**Requirement**
Could the records below be restated word for word, without a single picture?
(Dataset records begins)
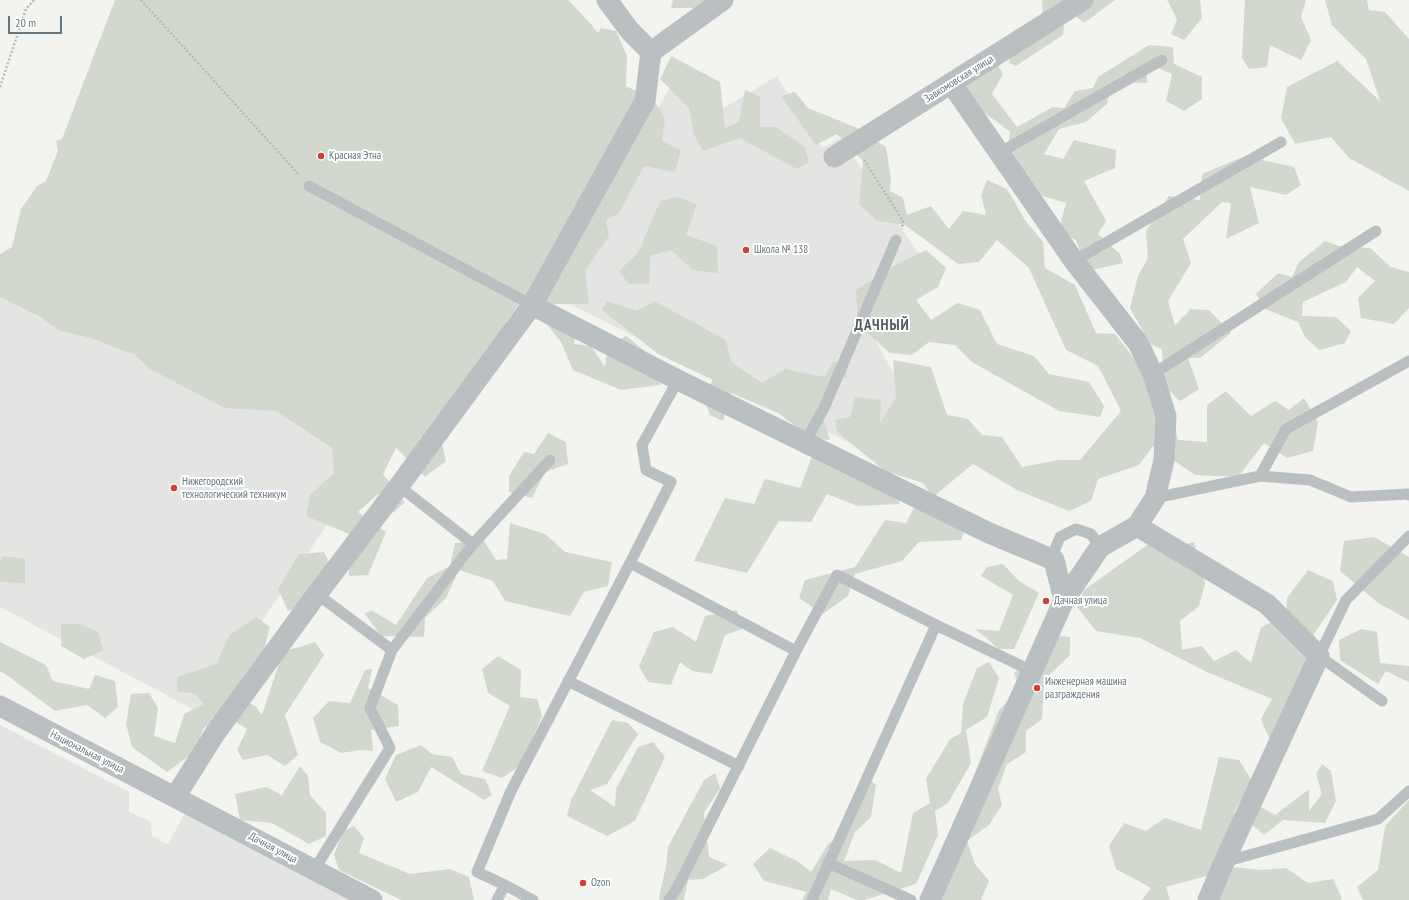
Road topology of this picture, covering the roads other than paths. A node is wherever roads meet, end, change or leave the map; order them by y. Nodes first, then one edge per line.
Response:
1 (607, 0) edge
2 (723, 0) edge
3 (1083, 0) edge
4 (651, 52) junction
5 (1162, 60) dead end
6 (951, 83) junction
7 (1281, 142) dead end
8 (1000, 153) junction
9 (834, 157) dead end
10 (308, 186) road end
11 (1376, 231) dead end
12 (896, 240) road end
13 (1074, 261) junction
14 (532, 305) junction
15 (1409, 361) edge
16 (1153, 374) junction
17 (678, 380) junction
18 (805, 442) junction
19 (550, 460) dead end
20 (1260, 476) junction
21 (398, 486) junction
22 (1409, 495) edge
23 (1155, 498) junction
24 (1137, 526) junction
25 (1409, 536) edge
26 (473, 544) junction
27 (1100, 547) junction
28 (1054, 560) junction
29 (630, 563) junction
30 (317, 594) junction
31 (1064, 600) junction
32 (936, 625) junction
33 (392, 650) junction
34 (796, 650) junction
35 (1319, 656) junction
36 (1032, 671) junction
37 (568, 681) junction
38 (1382, 701) dead end
39 (0, 706) edge
40 (739, 766) junction
41 (1409, 791) edge
42 (175, 797) junction
43 (1224, 862) junction
44 (828, 863) junction
45 (314, 870) junction
46 (505, 885) junction
47 (372, 900) edge
48 (497, 900) edge
49 (533, 900) edge
50 (669, 900) edge
51 (812, 900) edge
52 (911, 900) edge
53 (930, 900) edge
54 (1208, 900) edge

1 - 4 street
2 - 4 street
3 - 6 street, Завкомовская улица
4 - 14 street
5 - 8 lane
6 - 8 street
6 - 9 street, Завкомовская улица
7 - 13 lane
8 - 13 street
10 - 14 lane
11 - 16 lane
12 - 18 lane
13 - 16 street
14 - 17 street
14 - 21 street
15 - 20 lane
16 - 23 street
17 - 18 street
17 - 29 lane
18 - 28 street
19 - 26 lane
20 - 22 lane
20 - 23 lane
21 - 26 lane
21 - 30 street
23 - 24 street
24 - 27 street
24 - 35 street
25 - 35 lane
26 - 33 lane
27 - 28 lane
27 - 31 street
28 - 31 street
29 - 34 lane
29 - 37 lane
30 - 33 lane
30 - 42 street
31 - 36 street
32 - 34 lane
32 - 36 lane
32 - 44 lane
33 - 45 lane
34 - 40 lane
35 - 38 lane
35 - 43 street
36 - 53 street
37 - 40 lane
37 - 46 lane
39 - 42 street, Национальная улица
40 - 50 lane
41 - 43 lane
42 - 45 street, Дачная улица
43 - 54 street
44 - 51 lane
44 - 52 lane
45 - 47 street, Дачная улица
46 - 48 lane
46 - 49 lane

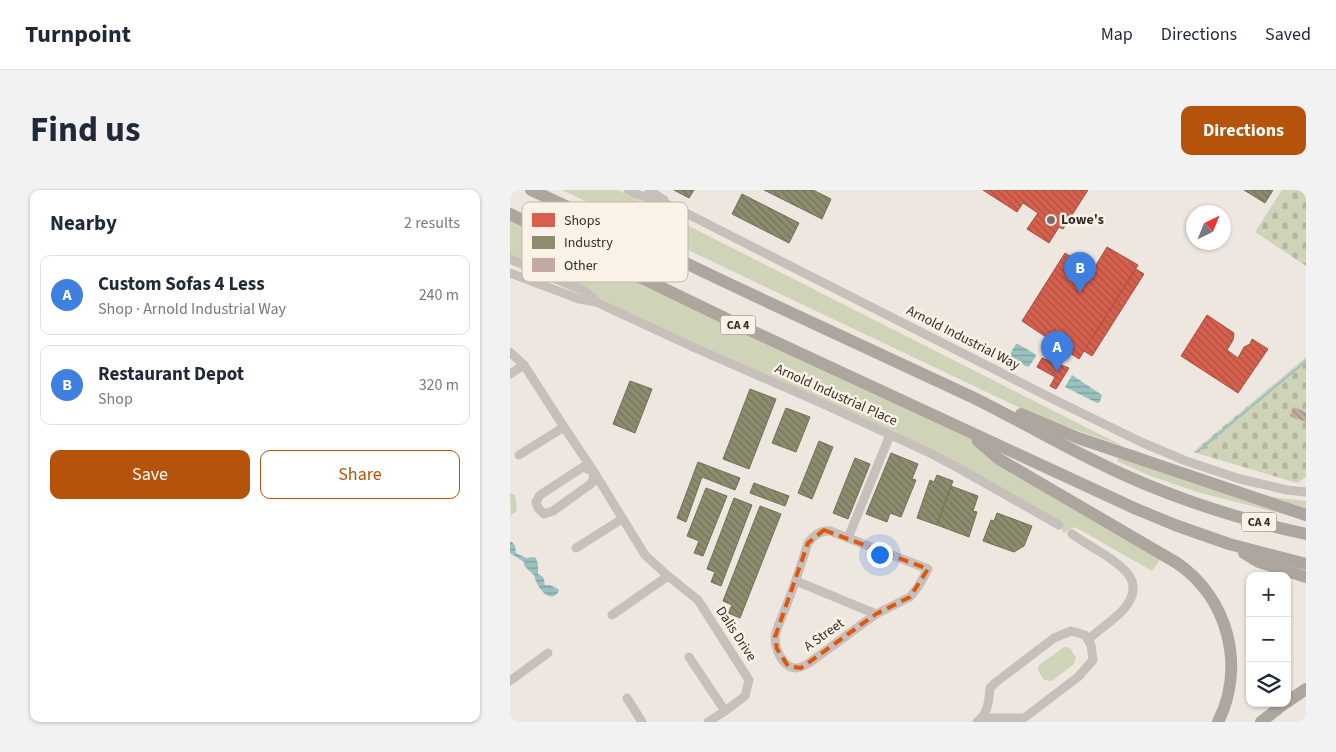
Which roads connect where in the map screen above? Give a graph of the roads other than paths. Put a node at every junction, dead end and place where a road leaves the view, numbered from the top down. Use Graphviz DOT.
graph roads {
  1 [pos="531,190"];
  2 [pos="542,190"];
  3 [pos="628,190"];
  4 [pos="649,190"];
  5 [pos="558,202"];
  6 [pos="564,202"];
  7 [pos="660,202"];
  8 [pos="666,202"];
  9 [pos="510,214"];
  10 [pos="688,214"];
  11 [pos="522,220"];
  12 [pos="510,260"];
  13 [pos="688,264"];
  14 [pos="522,265"];
  15 [pos="510,273"];
  16 [pos="522,278"];
  17 [pos="534,282"];
  18 [pos="563,282"];
  19 [pos="650,282"];
  20 [pos="596,302"];
  21 [pos="510,352"];
  22 [pos="524,365"];
  23 [pos="510,374"];
  24 [pos="974,398"];
  25 [pos="564,427"];
  26 [pos="967,432"];
  27 [pos="890,435"];
  28 [pos="519,455"];
  29 [pos="594,472"];
  30 [pos="1306,492"];
  31 [pos="1212,508"];
  32 [pos="1306,515"];
  33 [pos="622,519"];
  34 [pos="1059,525"];
  35 [pos="1306,527"];
  36 [pos="1072,534"];
  37 [pos="1306,534"];
  38 [pos="848,538"];
  39 [pos="1229,544"];
  40 [pos="576,548"];
  41 [pos="1306,564"];
  42 [pos="668,576"];
  43 [pos="1306,577"];
  44 [pos="796,581"];
  45 [pos="876,614"];
  46 [pos="612,615"];
  47 [pos="1088,640"];
  48 [pos="548,652"];
  49 [pos="689,657"];
  50 [pos="510,681"];
  51 [pos="1306,688"];
  52 [pos="627,698"];
  53 [pos="1291,698"];
  54 [pos="1280,707"];
  55 [pos="725,711"];
  56 [pos="980,720"];
  57 [pos="642,722"];
  58 [pos="708,722"];
  59 [pos="1218,722"];
  60 [pos="1261,722"];
  1 -- 5 [label="highway, CA 4"];
  2 -- 6 [label="highway"];
  3 -- 7 [label="street, Arnold Industrial Way"];
  4 -- 8 [label="street, Arnold Industrial Way"];
  9 -- 11 [label="highway, CA 4"];
  10 -- 30 [label="street, Arnold Industrial Way"];
  12 -- 14 [label="street, Arnold Industrial Place"];
  13 -- 24 [label="highway, CA 4"];
  15 -- 16 [label="street, Arnold Industrial Place"];
  17 -- 20 [label="street, Arnold Industrial Place"];
  18 -- 20 [label="street, Arnold Industrial Place"];
  19 -- 26 [label="highway, CA 4"];
  20 -- 27 [label="street, Arnold Industrial Place"];
  21 -- 22 [label="street, Dalis Drive"];
  22 -- 23 [label="street"];
  22 -- 25 [label="street, Dalis Drive"];
  24 -- 31 [label="highway, CA 4"];
  24 -- 32 [label="highway"];
  25 -- 28 [label="street"];
  25 -- 29 [label="street, Dalis Drive"];
  26 -- 39 [label="highway, CA 4"];
  26 -- 59 [label="highway"];
  27 -- 34 [label="street, Arnold Industrial Place"];
  27 -- 38 [label="street"];
  29 -- 29 [label="street"];
  29 -- 33 [label="street, Dalis Drive"];
  31 -- 35 [label="highway"];
  31 -- 37 [label="highway, CA 4"];
  33 -- 40 [label="street"];
  33 -- 42 [label="street, Dalis Drive"];
  36 -- 47 [label="street"];
  38 -- 44 [label="street, A Street"];
  38 -- 45 [label="street, A Street"];
  39 -- 41 [label="highway, CA 4"];
  39 -- 43 [label="highway"];
  42 -- 46 [label="street"];
  42 -- 55 [label="street, Dalis Drive"];
  44 -- 45 [label="street, A Street"];
  44 -- 45 [label="street, A Street"];
  47 -- 56 [label="street"];
  47 -- 56 [label="street"];
  48 -- 50 [label="street"];
  49 -- 55 [label="street"];
  51 -- 53 [label="highway"];
  52 -- 57 [label="street"];
  54 -- 60 [label="highway"];
  55 -- 58 [label="street, Dalis Drive"];
}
(Dataset records ends)
**Written response**
Road topology of this picture, covering the roads other than paths. A node is wherever roads meet, end, change or leave the map; order them by y. Nodes first, then one edge per line.
Response:
1 (607, 0) edge
2 (723, 0) edge
3 (1083, 0) edge
4 (651, 52) junction
5 (1162, 60) dead end
6 (951, 83) junction
7 (1281, 142) dead end
8 (1000, 153) junction
9 (834, 157) dead end
10 (308, 186) road end
11 (1376, 231) dead end
12 (896, 240) road end
13 (1074, 261) junction
14 (532, 305) junction
15 (1409, 361) edge
16 (1153, 374) junction
17 (678, 380) junction
18 (805, 442) junction
19 (550, 460) dead end
20 (1260, 476) junction
21 (398, 486) junction
22 (1409, 495) edge
23 (1155, 498) junction
24 (1137, 526) junction
25 (1409, 536) edge
26 (473, 544) junction
27 (1100, 547) junction
28 (1054, 560) junction
29 (630, 563) junction
30 (317, 594) junction
31 (1064, 600) junction
32 (936, 625) junction
33 (392, 650) junction
34 (796, 650) junction
35 (1319, 656) junction
36 (1032, 671) junction
37 (568, 681) junction
38 (1382, 701) dead end
39 (0, 706) edge
40 (739, 766) junction
41 (1409, 791) edge
42 (175, 797) junction
43 (1224, 862) junction
44 (828, 863) junction
45 (314, 870) junction
46 (505, 885) junction
47 (372, 900) edge
48 (497, 900) edge
49 (533, 900) edge
50 (669, 900) edge
51 (812, 900) edge
52 (911, 900) edge
53 (930, 900) edge
54 (1208, 900) edge

1 - 4 street
2 - 4 street
3 - 6 street, Завкомовская улица
4 - 14 street
5 - 8 lane
6 - 8 street
6 - 9 street, Завкомовская улица
7 - 13 lane
8 - 13 street
10 - 14 lane
11 - 16 lane
12 - 18 lane
13 - 16 street
14 - 17 street
14 - 21 street
15 - 20 lane
16 - 23 street
17 - 18 street
17 - 29 lane
18 - 28 street
19 - 26 lane
20 - 22 lane
20 - 23 lane
21 - 26 lane
21 - 30 street
23 - 24 street
24 - 27 street
24 - 35 street
25 - 35 lane
26 - 33 lane
27 - 28 lane
27 - 31 street
28 - 31 street
29 - 34 lane
29 - 37 lane
30 - 33 lane
30 - 42 street
31 - 36 street
32 - 34 lane
32 - 36 lane
32 - 44 lane
33 - 45 lane
34 - 40 lane
35 - 38 lane
35 - 43 street
36 - 53 street
37 - 40 lane
37 - 46 lane
39 - 42 street, Национальная улица
40 - 50 lane
41 - 43 lane
42 - 45 street, Дачная улица
43 - 54 street
44 - 51 lane
44 - 52 lane
45 - 47 street, Дачная улица
46 - 48 lane
46 - 49 lane

Which roads connect where in the map screen above? Give a graph of the roads other than paths. Put a node at every junction, dead end and place where a road leaves the view, numbered from the top down. Use Graphviz DOT.
graph roads {
  1 [pos="531,190"];
  2 [pos="542,190"];
  3 [pos="628,190"];
  4 [pos="649,190"];
  5 [pos="558,202"];
  6 [pos="564,202"];
  7 [pos="660,202"];
  8 [pos="666,202"];
  9 [pos="510,214"];
  10 [pos="688,214"];
  11 [pos="522,220"];
  12 [pos="510,260"];
  13 [pos="688,264"];
  14 [pos="522,265"];
  15 [pos="510,273"];
  16 [pos="522,278"];
  17 [pos="534,282"];
  18 [pos="563,282"];
  19 [pos="650,282"];
  20 [pos="596,302"];
  21 [pos="510,352"];
  22 [pos="524,365"];
  23 [pos="510,374"];
  24 [pos="974,398"];
  25 [pos="564,427"];
  26 [pos="967,432"];
  27 [pos="890,435"];
  28 [pos="519,455"];
  29 [pos="594,472"];
  30 [pos="1306,492"];
  31 [pos="1212,508"];
  32 [pos="1306,515"];
  33 [pos="622,519"];
  34 [pos="1059,525"];
  35 [pos="1306,527"];
  36 [pos="1072,534"];
  37 [pos="1306,534"];
  38 [pos="848,538"];
  39 [pos="1229,544"];
  40 [pos="576,548"];
  41 [pos="1306,564"];
  42 [pos="668,576"];
  43 [pos="1306,577"];
  44 [pos="796,581"];
  45 [pos="876,614"];
  46 [pos="612,615"];
  47 [pos="1088,640"];
  48 [pos="548,652"];
  49 [pos="689,657"];
  50 [pos="510,681"];
  51 [pos="1306,688"];
  52 [pos="627,698"];
  53 [pos="1291,698"];
  54 [pos="1280,707"];
  55 [pos="725,711"];
  56 [pos="980,720"];
  57 [pos="642,722"];
  58 [pos="708,722"];
  59 [pos="1218,722"];
  60 [pos="1261,722"];
  1 -- 5 [label="highway, CA 4"];
  2 -- 6 [label="highway"];
  3 -- 7 [label="street, Arnold Industrial Way"];
  4 -- 8 [label="street, Arnold Industrial Way"];
  9 -- 11 [label="highway, CA 4"];
  10 -- 30 [label="street, Arnold Industrial Way"];
  12 -- 14 [label="street, Arnold Industrial Place"];
  13 -- 24 [label="highway, CA 4"];
  15 -- 16 [label="street, Arnold Industrial Place"];
  17 -- 20 [label="street, Arnold Industrial Place"];
  18 -- 20 [label="street, Arnold Industrial Place"];
  19 -- 26 [label="highway, CA 4"];
  20 -- 27 [label="street, Arnold Industrial Place"];
  21 -- 22 [label="street, Dalis Drive"];
  22 -- 23 [label="street"];
  22 -- 25 [label="street, Dalis Drive"];
  24 -- 31 [label="highway, CA 4"];
  24 -- 32 [label="highway"];
  25 -- 28 [label="street"];
  25 -- 29 [label="street, Dalis Drive"];
  26 -- 39 [label="highway, CA 4"];
  26 -- 59 [label="highway"];
  27 -- 34 [label="street, Arnold Industrial Place"];
  27 -- 38 [label="street"];
  29 -- 29 [label="street"];
  29 -- 33 [label="street, Dalis Drive"];
  31 -- 35 [label="highway"];
  31 -- 37 [label="highway, CA 4"];
  33 -- 40 [label="street"];
  33 -- 42 [label="street, Dalis Drive"];
  36 -- 47 [label="street"];
  38 -- 44 [label="street, A Street"];
  38 -- 45 [label="street, A Street"];
  39 -- 41 [label="highway, CA 4"];
  39 -- 43 [label="highway"];
  42 -- 46 [label="street"];
  42 -- 55 [label="street, Dalis Drive"];
  44 -- 45 [label="street, A Street"];
  44 -- 45 [label="street, A Street"];
  47 -- 56 [label="street"];
  47 -- 56 [label="street"];
  48 -- 50 [label="street"];
  49 -- 55 [label="street"];
  51 -- 53 [label="highway"];
  52 -- 57 [label="street"];
  54 -- 60 [label="highway"];
  55 -- 58 [label="street, Dalis Drive"];
}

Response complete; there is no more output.